Joint Press Release
January 30, 2020
Statement by Vice Chair for Supervision Randal K. Quarles
I want to thank our staff for their work on these important projects and the staff of the four other agencies responsible for implementing and enforcing the Volcker rule, and I'd like to thank them all for a quite exceptionally high level of professionalism, collegiality, and dedication in these projects.
The objective behind the Volcker covered funds proposal is straightforward: simplifying the Volcker rule in light of our experience with the rule over six years of implementation. This is a goal that is shared among all five agencies and among policymakers at those agencies with many different backgrounds. Since the agencies originally finalized the Volcker rule regulation in December of 2013, each agency has collected and reflected on many lessons learned. In particular, it is inescapable that compliance and enforcement have been difficult and can be simplified for both banking entities and regulators.
The Volcker covered funds proposal has been informed by significant public input. Notably, the Volcker proposal on proprietary trading which we made in 2018 invited comment from the public on how the covered funds provisions could be improved. Many comments have been received in response over the subsequent 18 months, and this proposal takes into account many of those comments.
Broadly, the changes in the proposal can be grouped into three buckets:
- First, improving and clarifying the treatment of foreign funds;
- Second, simplifying and clarifying the operation and compliance requirements of the rule;
- And third, permitting banking entities to engage in additional fund-related activities, which do not present the risks that the Volcker rule was intended to address.
Let me focus quickly on the third bucket of changes. They would allow a banking entity to engage in certain activities indirectly through a fund structure. However, existing law has always allowed banks to engage directly in these activities. So to put it plainly: Today's proposal simply allows banks to engage in already permitted activities, such as venture capital investment, through a fund structure. And to mitigate any risks present with activity through a fund, the proposal does not allow banks to engage in proprietary trading through a fund structure, restricts a banking entity from bailing out the funds it sponsors, limits conflicts of interest between the banking entity and fund, and of course, the activity remains subject to the same strict capital charges even if it is conducted through a fund structure.
The proposal seeks comment on a variety of fronts, ranging from narrow to broad, and I encourage views from all sides to weigh in on how the proposal can be improved, while maintaining the safety and soundness of firms and complying with statutory requirements. We will genuinely listen to those comments and take them into account as we formulate a final rule. I very much look forward to public feedback on the Volcker covered funds proposal.

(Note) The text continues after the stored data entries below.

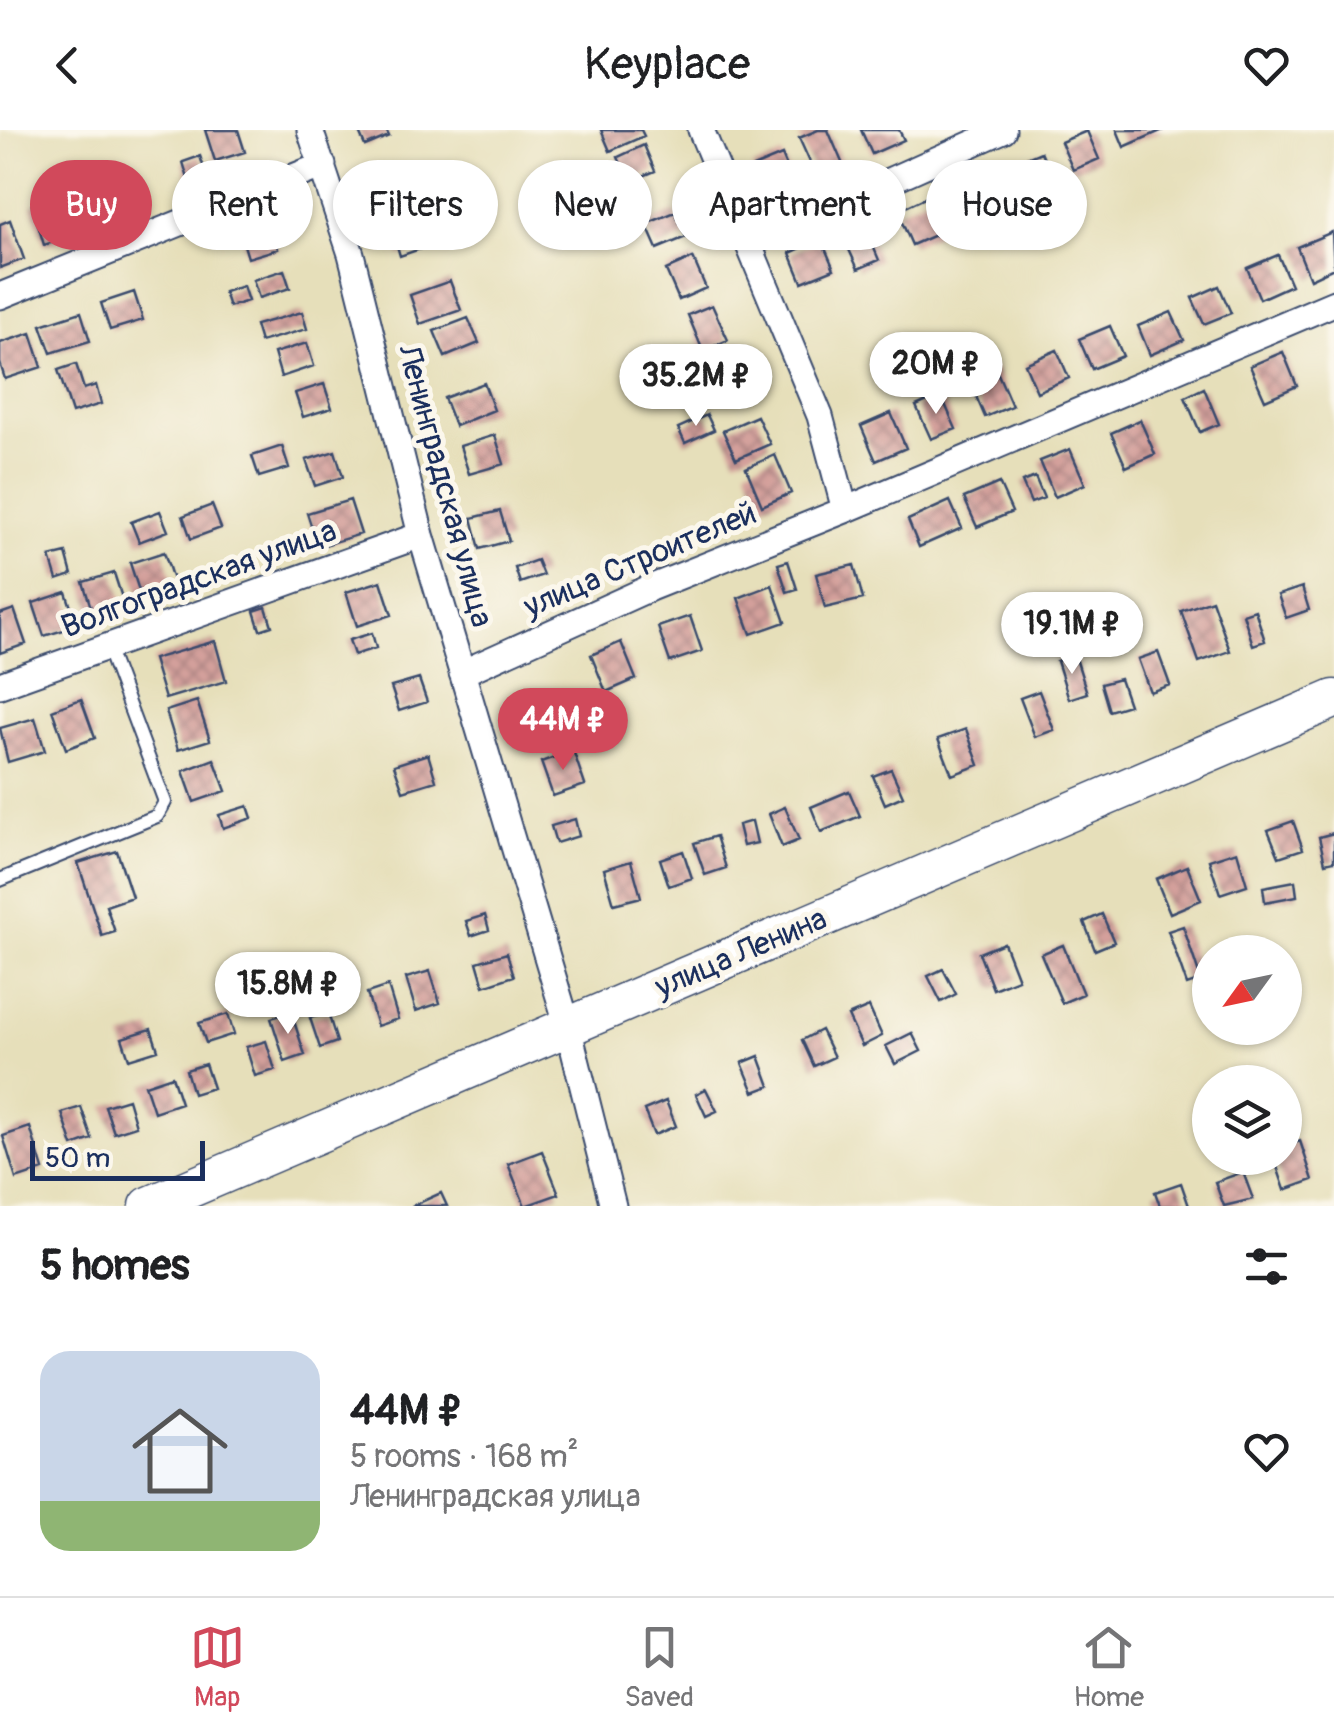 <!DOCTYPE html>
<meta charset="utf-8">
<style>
body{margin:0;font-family:Pangolin,sans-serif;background:#f2f2f2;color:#202124;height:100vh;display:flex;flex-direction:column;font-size:38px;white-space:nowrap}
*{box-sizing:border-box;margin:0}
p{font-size:32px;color:#757577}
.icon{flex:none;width:55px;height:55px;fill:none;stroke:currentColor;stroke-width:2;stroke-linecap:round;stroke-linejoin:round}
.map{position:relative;height:1076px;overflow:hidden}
.drawer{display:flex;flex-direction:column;background:#fff;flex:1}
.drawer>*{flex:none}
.top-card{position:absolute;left:30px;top:30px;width:1275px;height:90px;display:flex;gap:20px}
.needle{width:65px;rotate:237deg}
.buttons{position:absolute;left:1192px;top:805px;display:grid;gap:20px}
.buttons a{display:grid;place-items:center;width:110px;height:110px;border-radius:50%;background:#fff;box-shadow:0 2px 8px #0004;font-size:50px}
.scale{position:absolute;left:30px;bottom:25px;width:175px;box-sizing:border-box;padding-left:10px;border:5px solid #1b2f5e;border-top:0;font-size:28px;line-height:35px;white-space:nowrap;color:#1b2f5e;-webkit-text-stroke:8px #fbf7ec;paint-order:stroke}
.price{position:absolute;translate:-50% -85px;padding:0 22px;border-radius:35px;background:#fff;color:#222;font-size:32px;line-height:65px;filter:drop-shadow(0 2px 5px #0008)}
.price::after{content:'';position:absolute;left:50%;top:60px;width:30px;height:22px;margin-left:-15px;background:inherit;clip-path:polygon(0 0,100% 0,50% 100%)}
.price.current{background:#d1495b;color:#fff}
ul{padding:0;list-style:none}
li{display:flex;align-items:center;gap:30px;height:250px;padding:0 40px}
li span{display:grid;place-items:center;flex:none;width:280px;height:200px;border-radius:30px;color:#555}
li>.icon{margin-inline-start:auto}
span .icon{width:120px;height:120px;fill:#fffc;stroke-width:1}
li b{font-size:42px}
h2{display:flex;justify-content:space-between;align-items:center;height:120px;padding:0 40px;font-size:42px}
.chip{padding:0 35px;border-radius:45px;background:#fff;box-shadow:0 2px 8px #0004;font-size:35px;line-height:90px}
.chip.current{background:#d1495b;color:#fff}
header{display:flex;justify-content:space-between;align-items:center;height:130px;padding:0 40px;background:#fff;font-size:45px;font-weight:600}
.tabs{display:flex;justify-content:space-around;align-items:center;height:140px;border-top:2px solid #e0e0e0;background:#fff;font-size:28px;color:#757577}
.tabs a{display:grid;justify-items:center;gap:5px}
.tabs .current{color:#d1495b}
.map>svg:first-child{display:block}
.building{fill:url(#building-cross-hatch)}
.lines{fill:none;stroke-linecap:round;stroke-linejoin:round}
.service-casing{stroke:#39496c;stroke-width:16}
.minor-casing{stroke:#39496c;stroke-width:29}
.secondary-casing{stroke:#39496c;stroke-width:41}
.service{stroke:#fff;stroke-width:12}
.minor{stroke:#fff;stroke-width:25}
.secondary{stroke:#fff;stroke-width:38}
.labels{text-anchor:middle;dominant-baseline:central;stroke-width:10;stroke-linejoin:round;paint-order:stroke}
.street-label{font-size:32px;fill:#1b2f5e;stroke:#fbf7ec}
</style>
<header><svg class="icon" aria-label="back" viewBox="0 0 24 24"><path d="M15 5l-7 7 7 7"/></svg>Keyplace<svg class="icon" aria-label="heart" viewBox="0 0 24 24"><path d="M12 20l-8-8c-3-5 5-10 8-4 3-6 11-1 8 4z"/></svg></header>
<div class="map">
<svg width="1334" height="1076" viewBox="0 0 1334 1076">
<defs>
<pattern id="building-cross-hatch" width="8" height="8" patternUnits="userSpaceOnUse" patternTransform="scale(2.5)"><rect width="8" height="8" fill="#d4a09b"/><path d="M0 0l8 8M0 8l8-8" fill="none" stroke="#ab8382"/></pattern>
</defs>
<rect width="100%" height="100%" fill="#fbf7ec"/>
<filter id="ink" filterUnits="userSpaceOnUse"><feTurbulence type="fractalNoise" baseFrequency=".01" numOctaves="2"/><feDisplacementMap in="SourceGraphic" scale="20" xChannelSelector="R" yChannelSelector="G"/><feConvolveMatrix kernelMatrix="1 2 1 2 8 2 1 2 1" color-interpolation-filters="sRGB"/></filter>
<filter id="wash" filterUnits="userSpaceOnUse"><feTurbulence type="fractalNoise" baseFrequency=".0048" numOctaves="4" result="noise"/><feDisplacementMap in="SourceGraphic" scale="40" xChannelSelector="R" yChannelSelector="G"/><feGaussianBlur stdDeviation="2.25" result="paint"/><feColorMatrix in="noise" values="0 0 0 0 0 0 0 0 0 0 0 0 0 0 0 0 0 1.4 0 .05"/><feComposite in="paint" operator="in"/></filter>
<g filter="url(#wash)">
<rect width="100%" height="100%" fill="#e6dfba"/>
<g id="blocks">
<!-- building -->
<path class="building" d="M205 0H238L245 22 215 31Z
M358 0H386L389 6 365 16Z
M601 0H641L644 6 610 21Z
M818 0H828L844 37 817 48 799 8Z
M861 0H899L904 10 872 24Z
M1117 0H1163L1124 17Z
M1087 1 1099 29 1073 40 1061 12Z
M644 15 655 41 629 52 618 27Z
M1041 22 1053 50 1018 65 1006 37Z
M782 25 797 60 768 73 753 37Z
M200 26 211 59 193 65 183 32Z
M982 44 993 71 959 86 947 59Z
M67 64 80 104 44 115 32 75Z
M929 66 944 101 912 115 897 81Z
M408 71 414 87 389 97 383 80Z
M675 82 686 107 657 119 646 94Z
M267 83 278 119 248 128 237 92Z
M10 90 24 129 0 138V94Z
M862 90 879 130 858 139 840 100Z
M421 101 426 117 400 126 395 109Z
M1332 102 1334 138 1310 149 1297 117Z
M821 109 834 139 802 152 790 123Z
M1278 125 1291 155 1260 169 1247 138Z
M693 128 706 158 679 170 666 140Z
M284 140 290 158 259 168 253 150Z
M450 151 461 180 420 194 410 165Z
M243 156 248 171 229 177 224 162Z
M1219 156 1231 183 1204 194 1192 168Z
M134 162 143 190 110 200 101 173Z
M712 175 728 210 703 221 688 185Z
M81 182 90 211 51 223 41 195Z
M302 182 307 199 260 212 255 195Z
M1171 182 1184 210 1150 225 1138 196Z
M468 188 479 213 445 227 434 201Z
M1110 196 1123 226 1092 239 1079 209Z
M31 203 42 237 5 249 0 233V213Z
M307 213 314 236 281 247 274 223Z
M1057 220 1069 248 1037 262 1025 234Z
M733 221 742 241 710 254 702 234Z
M1283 222 1297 256 1265 270 1250 236Z
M76 234 84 259 96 255 101 274 72 283 58 240Z
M995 237 1012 276 985 287 968 248Z
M484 253 494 280 455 296 444 268Z
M324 254 332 278 303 287 295 263Z
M1204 258 1219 294 1200 302 1185 267Z
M941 265 956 299 931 309 916 276Z
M891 283 906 318 876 331 861 296Z
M707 285 714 300 685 313 678 298Z
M757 286 770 314 736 329 723 301Z
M1140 290 1155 324 1126 337 1111 303Z
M495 305 504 334 469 344 460 316Z
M282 316 289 338 259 347 252 326Z
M1070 319 1085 354 1055 367 1040 331Z
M335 321 343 347 315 356 306 330Z
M775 325 791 363 762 376 746 338Z
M1035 347 1044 368 1031 373 1022 352Z
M999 353 1012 382 977 397 964 368Z
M350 370 361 404 318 417 307 383Z
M950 371 962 398 919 417 908 390Z
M212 375 221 398 191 409 183 386Z
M160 381 168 401 139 412 131 392Z
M500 381 509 411 480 419 472 388Z
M164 422 176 459 142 470 130 433Z
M66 423 72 445 57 450 50 427Z
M537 430 543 445 520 453 515 438Z
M788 431 797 459 787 462 778 434Z
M854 435 863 469 825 478 816 444Z
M114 443 125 477 94 487 83 452Z
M381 451 392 485 357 496 346 462Z
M772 455 785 492 751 504 738 468Z
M1302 457 1309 480 1286 488 1278 465Z
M66 462 77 496 44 506 33 473Z
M1212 470 1230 521 1199 532 1181 481Z
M266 477 272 496 260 500 254 481Z
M14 479 26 514 0 523V484Z
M1255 480 1265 511 1253 515 1243 484Z
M690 486 702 521 670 532 658 497Z
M372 503 376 518 354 525 349 510Z
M215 511 226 551 165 569 153 529Z
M621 512 636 549 606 562 591 525Z
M1158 522 1170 555 1150 562 1138 529Z
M1075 525 1087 563 1069 569 1057 531Z
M419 549 427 572 399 581 391 557Z
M1120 549 1129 575 1109 581 1101 554Z
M1039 561 1054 600 1035 607 1020 568Z
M81 569 95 608 66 619 52 580Z
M197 571 210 610 178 620 166 581Z
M560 583 569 609 538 620 529 593Z
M35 588 45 621 8 632 0 598Z
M966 599 979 635 952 645 938 609Z
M573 620 585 655 553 666 541 632Z
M428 624 436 651 403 661 394 635Z
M214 629 226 661 194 672 183 641Z
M891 639 903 666 885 674 873 646Z
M849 661 860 686 821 702 811 677Z
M248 676 252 688 223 698 219 685Z
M785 677 799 710 782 717 769 684Z
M575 689 579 706 556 713 551 696Z
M752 691 757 713 743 716 738 695Z
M1293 691 1303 719 1279 727 1268 700Z
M1334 703V731L1325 733 1319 707Z
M716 706 726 738 705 745 694 713Z
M117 721 132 767 106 776 115 802 102 806 78 733Z
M683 721 692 748 669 756 660 729Z
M1237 721 1247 755 1220 764 1209 730Z
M631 731 641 767 614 774 604 739Z
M1187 736 1201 770 1170 783 1156 749Z
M1295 751 1297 766 1265 772 1263 757Z
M1102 784 1114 812 1095 820 1084 792Z
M485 785 489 800 471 806 466 791Z
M1183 796 1201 850 1187 855 1168 801Z
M1004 813 1018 849 993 859 979 823Z
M1063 815 1083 864 1062 873 1041 824Z
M507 823 514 846 484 856 477 832Z
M943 839 956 864 941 872 928 846Z
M430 841 440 873 416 881 406 848Z
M388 856 398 889 377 896 367 863Z
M869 877 882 906 862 916 848 886Z
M291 882 305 925 285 932 271 888Z
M328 883 337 912 320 918 310 888Z
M228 884 234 904 206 913 199 893Z
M151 899 158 920 129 929 122 908Z
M821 900 834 927 814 936 802 910Z
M912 903 921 921 895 934 886 916Z
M266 911 275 940 255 946 246 917Z
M759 926 770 956 754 962 742 933Z
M205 934 213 958 193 964 186 940Z
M172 946 181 973 154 982 145 955Z
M706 959 717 981 706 986 696 964Z
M128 969 136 996 114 1003 105 976Z
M666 971 676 996 654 1005 644 980Z
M81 977 92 1009 73 1016 62 983Z
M30 997 43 1040 16 1049 3 1006Z
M1300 1011 1313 1050 1285 1060 1274 1028H1285V1016Z
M542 1021 559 1064 525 1076 508 1034Z
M1243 1042 1253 1069 1224 1076 1215 1052Z
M1181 1053 1189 1076H1160L1155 1062Z
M441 1063 447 1076H412Z"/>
</g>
</g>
<g filter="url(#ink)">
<use href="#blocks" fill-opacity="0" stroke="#39496c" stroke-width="2.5"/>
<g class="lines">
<!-- service casing -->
<g class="service-casing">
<path id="service" d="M0 750 157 686 165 672 107 517"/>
</g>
<!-- minor casing -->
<g class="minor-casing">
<path id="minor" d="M310 0 351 124 421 405 568 897 613 1076
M701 0 820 286 845 380
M750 113 1003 0
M0 166 323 35
M462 543 650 458 845 380 1334 173
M0 555 421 405"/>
</g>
<!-- secondary casing -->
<g class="secondary-casing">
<path id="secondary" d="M149 1076 1334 569"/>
</g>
<!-- service -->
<use href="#service" class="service"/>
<!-- minor -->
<use href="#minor" class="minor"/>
<!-- secondary -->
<use href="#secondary" class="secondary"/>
</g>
</g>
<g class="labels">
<!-- street labels -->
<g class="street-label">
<text transform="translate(445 356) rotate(75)">Ленинградская улица</text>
<text transform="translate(640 430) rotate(-23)">улица Строителей</text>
<text transform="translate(199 449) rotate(-20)">Волгоградская улица</text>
<text transform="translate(741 823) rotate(-23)">улица Ленина</text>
</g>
</g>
</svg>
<div class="buttons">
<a><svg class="needle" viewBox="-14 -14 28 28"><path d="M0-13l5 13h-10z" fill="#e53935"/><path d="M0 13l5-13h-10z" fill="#757577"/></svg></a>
<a><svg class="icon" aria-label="layers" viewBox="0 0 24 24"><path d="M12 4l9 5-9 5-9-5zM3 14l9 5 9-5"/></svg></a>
</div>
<div class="scale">50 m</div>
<b class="price" style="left:936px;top:287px">20M ₽</b>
<b class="price" style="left:696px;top:299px">35.2M ₽</b>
<b class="price" style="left:1072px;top:547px">19.1M ₽</b>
<b class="price current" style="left:563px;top:643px">44M ₽</b>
<b class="price" style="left:288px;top:907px">15.8M ₽</b>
<div class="top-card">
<a class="chip current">Buy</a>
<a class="chip">Rent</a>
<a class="chip">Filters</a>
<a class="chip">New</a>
<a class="chip">Apartment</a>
<a class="chip">House</a>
</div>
</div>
<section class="drawer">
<h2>5 homes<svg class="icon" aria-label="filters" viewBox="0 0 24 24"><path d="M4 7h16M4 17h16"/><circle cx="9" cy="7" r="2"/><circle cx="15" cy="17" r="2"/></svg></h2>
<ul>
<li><span style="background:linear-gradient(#c9d6e8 75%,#8fb573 0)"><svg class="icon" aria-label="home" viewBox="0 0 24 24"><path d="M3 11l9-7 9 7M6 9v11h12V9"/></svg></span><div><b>44M ₽</b><p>5 rooms · 168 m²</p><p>Ленинградская улица</p></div><svg class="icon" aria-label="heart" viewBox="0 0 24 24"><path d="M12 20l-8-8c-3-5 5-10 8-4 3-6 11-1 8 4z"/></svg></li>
</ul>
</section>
<nav class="tabs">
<a class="current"><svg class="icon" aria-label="map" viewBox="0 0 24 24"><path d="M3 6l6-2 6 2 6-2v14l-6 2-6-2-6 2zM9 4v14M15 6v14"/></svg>Map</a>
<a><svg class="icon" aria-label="saved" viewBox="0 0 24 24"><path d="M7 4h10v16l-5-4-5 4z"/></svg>Saved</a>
<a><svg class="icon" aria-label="home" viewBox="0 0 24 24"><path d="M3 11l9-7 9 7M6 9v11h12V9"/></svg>Home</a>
</nav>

Turning to "control," the concept of control is a threshold issue for the Board because it determines the perimeter of the Board's supervisory and regulatory authority over depository institution holding companies. Under the Bank Holding Company Act and the Home Owners' Loan Act, the Board is charged with oversight over companies that control a bank or savings association.
The Board's control regime has developed over many decades through an opaque common law process and has become one of the more ad hoc and complicated areas of the Board's regulatory administration. The complexity and relative lack of transparency of the Board's case-by-case approach to control can impose a substantial compliance and uncertainty burden on the public, especially banking organizations and investors. By establishing a broadly applicable and uniform set of rules, the final rule being considered today is intended to enhance the predictability, simplicity, and transparency of the Board's framework for evaluating control.
Many of the control doctrines of the Board and staff have been unwritten or have been written, but not well publicized. Most of the control doctrines of the Board and staff also had never gone through the crucible of a public comment process. I am pleased that these doctrines will now be available to the public with a framework that has been determined after going through the standard notice-and-comment process.